Bifurcation Theory

Summary

In this chapter we investigate “qualitative changes” in parametrized families of RDS and call these studies “stochastic bifurcation theory”.

The first problem is to develop a mathematical formalization (called D-bifurcation) of “qualitative change” which is connected to the stability of an RDS under an invariant measure (i. e. to the Lyapunov exponents) and reduces to the deterministic definition of bifurcation in the absence of noise (Subsect. 9.2.1). We propose as a first task to study the branching of new invariant measures from a family of reference measures at a parameter value at which the reference measure has a vanishing Lyapunov exponent. We also discuss an older concept on the level of densities in state space (called P-bifurcation) and discuss its relation with D-bifurcation (Subsects. 9.2.2 and 9.5.1).

As the theory of stochastic bifurcation is still in its infancy, we proceed mainly by way of instructive examples.

Sect. 9.3 treats explicitly solvable one-dimensional examples of stochastic transcritical and pitchfork bifurcation. In Subsect. 9.3.4 we prove a general criterion for a pitchfork bifurcation in dimension one using the theory of random attractors, to which we give a brief introduction.

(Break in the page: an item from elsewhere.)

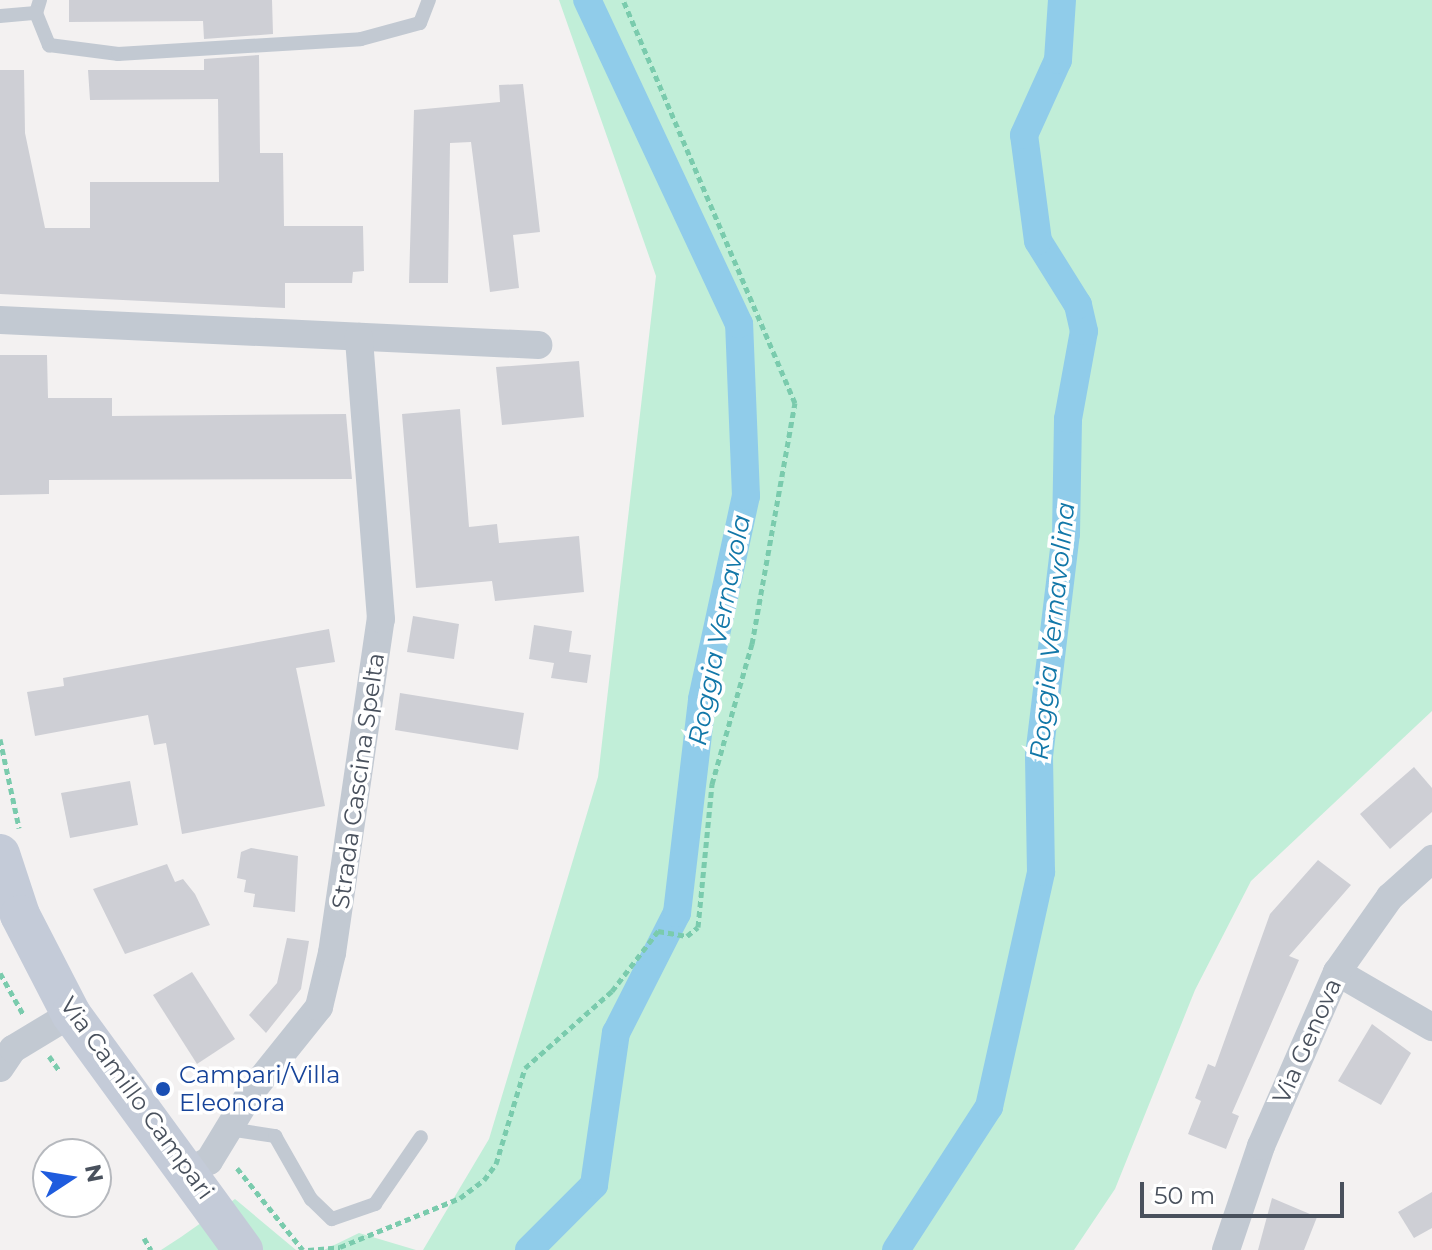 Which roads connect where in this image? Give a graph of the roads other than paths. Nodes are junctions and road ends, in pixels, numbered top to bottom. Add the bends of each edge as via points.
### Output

Sect. 9.4 is devoted to the study of the prototypical noisy Duffing-van der Pol oscillator. We report on the state of the art as far as rigorous results are concerned and also present numerical findings supporting conjectures about the “correct” scenario of stochastic Hopf bifurcation.

Sect. 9.5 is devoted to the only available general condition (due to Baxendale) for a D-bifurcation out of the fixed point x = 0 (and an associated P-bifurcation of the new branch of measures) in a family of SDE in ℝ^d.